Lychee + Yuzu red bitter

Serving as the cornerstone for a Japanese-inspired negroni, this red bitter goes where no red bitter has gone before.

After success with the mixed maceration + essence method with the Dr. Pepper fernet I wanted to take a first dive into the world of bitter aperitivo. This spin on the classic category of red bitters relies on the earthy, fruity, and citrusy combo of lychee + yuzu to bring a new level of complexity to the space. Other present flavors include: gentian root, bitter + sweet orange peel, clove, allspice, and cinnamon.

Mr. Potato Head falernum

Giving the mr. potato head treatment to a single flavor liqueur has been done, but what about swapping all four flavors in falernum?

As a part of a pop-up menu development for Crush Comedy’s inaugural show, I wanted to remix falernum for a wintery, tropical crowd pleaser. Using Smith + Cross to macerate, this falernum’s four main flavors are: turmeric, allspice, blackberry, and toasted pepitas. Wanting to keep the drink safe for a crowd, I went with a nut-free variation as well.

Umeshu vermouth

The best way to remix a vermouth drink? Bring some umeshu into the mix, but don’t sacrafice the botanicals with this umeshu vermouth.

As the second homeade component in my japanese flavor riff on the boulevardier, I wanted to bring a japanese sweet wine into the vermouth category. The base didn’t call for any additional sweetness, so I simply added some navy strength Plymouth gin and a botanical blend (juniper, coriander seeds, clove, allspice, bitter + sweet orange peel, lemon verbena, cardamom, star anise, and lemon peel). The light sour note from the ume plums brings a refreshing acidity to the many otherwise boozy, lightly sweet flavor profile stirred vermouth drinks.


Inspired by Heirloom’s Pineapple Amaro, this was a first attempt a creating an amaro that doesn’t have a neutral grain spirit base.

My first version of Piñamaro was the result of 2 weeks of macerating flash-frozen pineapple, cinnamon, lime leaf, lime peel, pandan, star anise, bay leaf, cardamom, clove, mace, annato, gentian, and sasparilla in 72% ABV mix of Rum Fire, Smith + Cross, and Everclear. The maceration was then diluted to 42%, sweetened at 140g/L of sugar, and bottled in packaging I designed.

Frankie Fernet

The next attempt in mix-base amaro was spurred by my want to combine Mezcal and Fernet into an approachable entry to both.

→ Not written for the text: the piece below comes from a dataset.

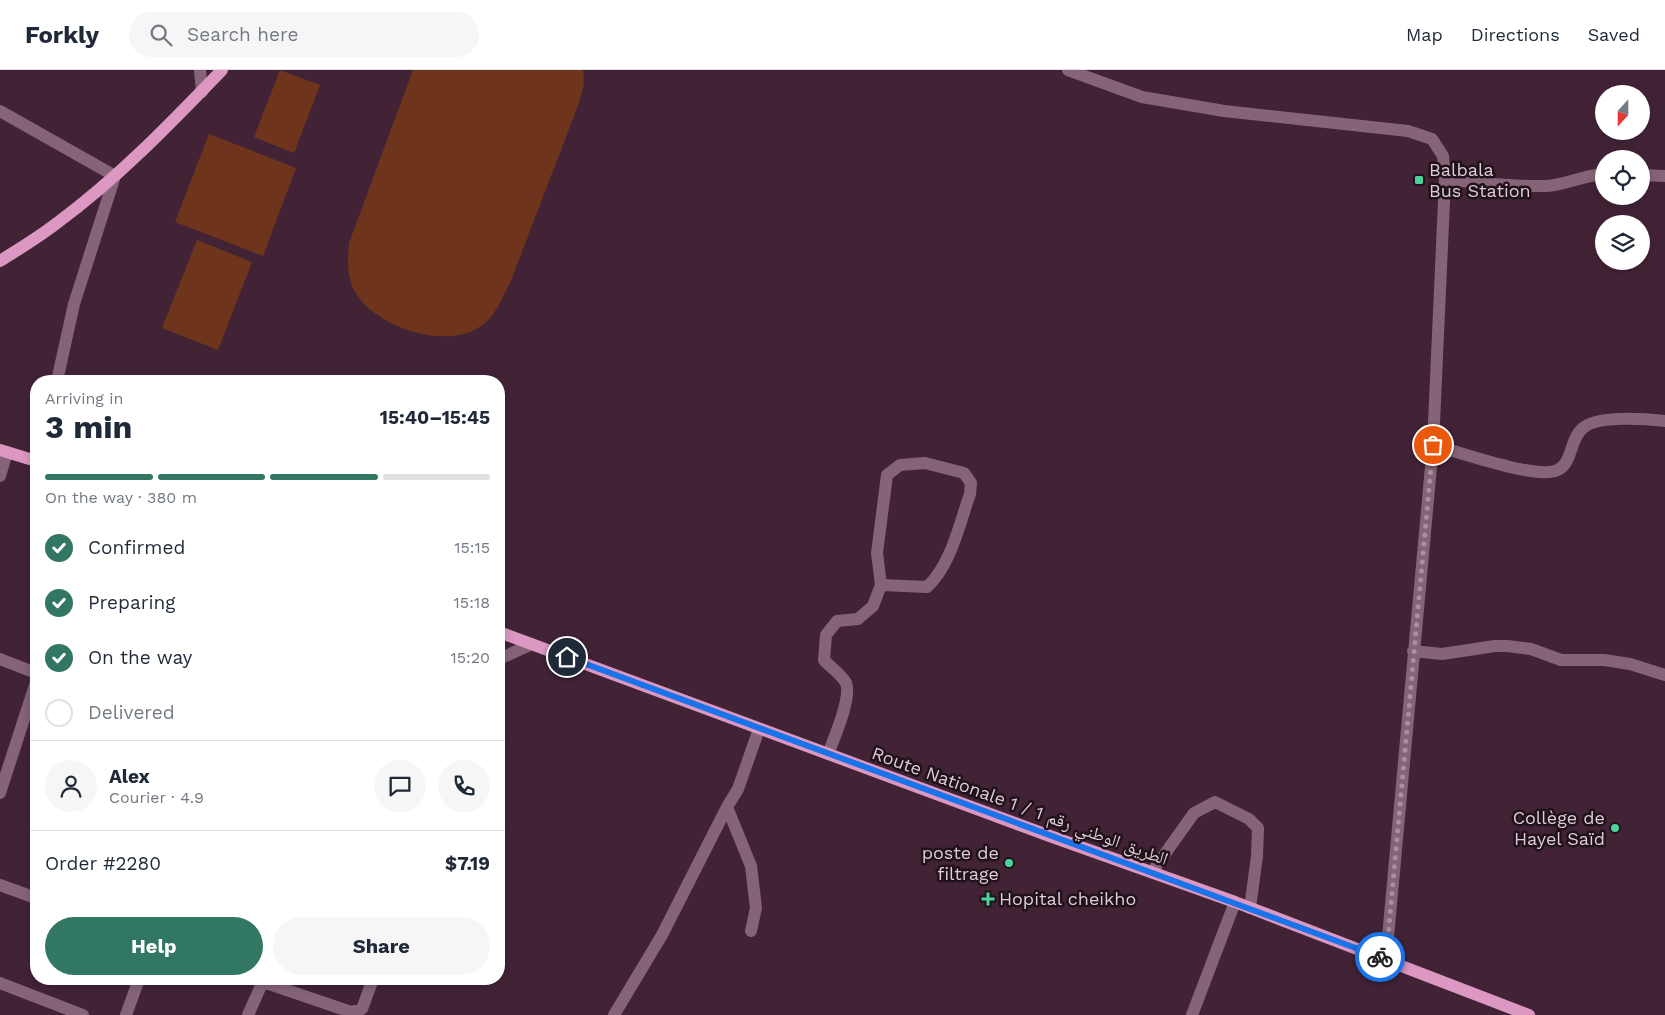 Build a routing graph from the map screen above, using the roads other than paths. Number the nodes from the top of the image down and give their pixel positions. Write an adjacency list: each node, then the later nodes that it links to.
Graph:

The same 2 week maceration approach was taken here, using a combination of Banhez Espadín and Barril Mezcal ensamble and everclear (for improved maceration). The main two components were fresh mint and galangal. Taking a secondary seat, in flavor profile, were: sage, lemon peel, orange peel, gentian, cinchona bark, wormwood, and sasparilla. This version was bottled to 27%ABV. The name and packaging took inspiration from my fellow Nixta bartender Kelsie’s aussie/dauchsand puppy Frankie.

HORNS UP Rabarbaro

A rabarbaro that builds on the spice of a bonded Rye Whiskey base to deliver the perfect fall amaro.

With “Horns Up” (an ode to my first mentor behind the bar and his love for metal), I also went for maceration. The liquid component was a 65% abv base of Rittenhouse Rye and Everclear. The solid components were fresh rhubarb, orange peel, lemon peel, ninna nanna tea, green + black cardamom, mint, bay leaf, dried artichoke leaf, dandelion root, and wormwood. Bottled at 28% ABV.

Triple Cherry Liqueur

On a quest to somehow make a better cherry liqueur than Luxardo Maraschino, this was the first step. Not better, but pretty damn good.

The three cherries here were meant to create a depth of flavor that captures all, or at least most, of the amazing flavors cherry has to offer. Tart, fresh cherries and their pits were combined with dried cherries, the syrup from maraschino cherries, lemon peel, and anise in a bath of Everclear + OFTD to macerate for 1 month. The resulting liqueur was bottled at 25%,  as I wanted to have a slightly stronger, and less sweet liqueur than Luxardo’s take.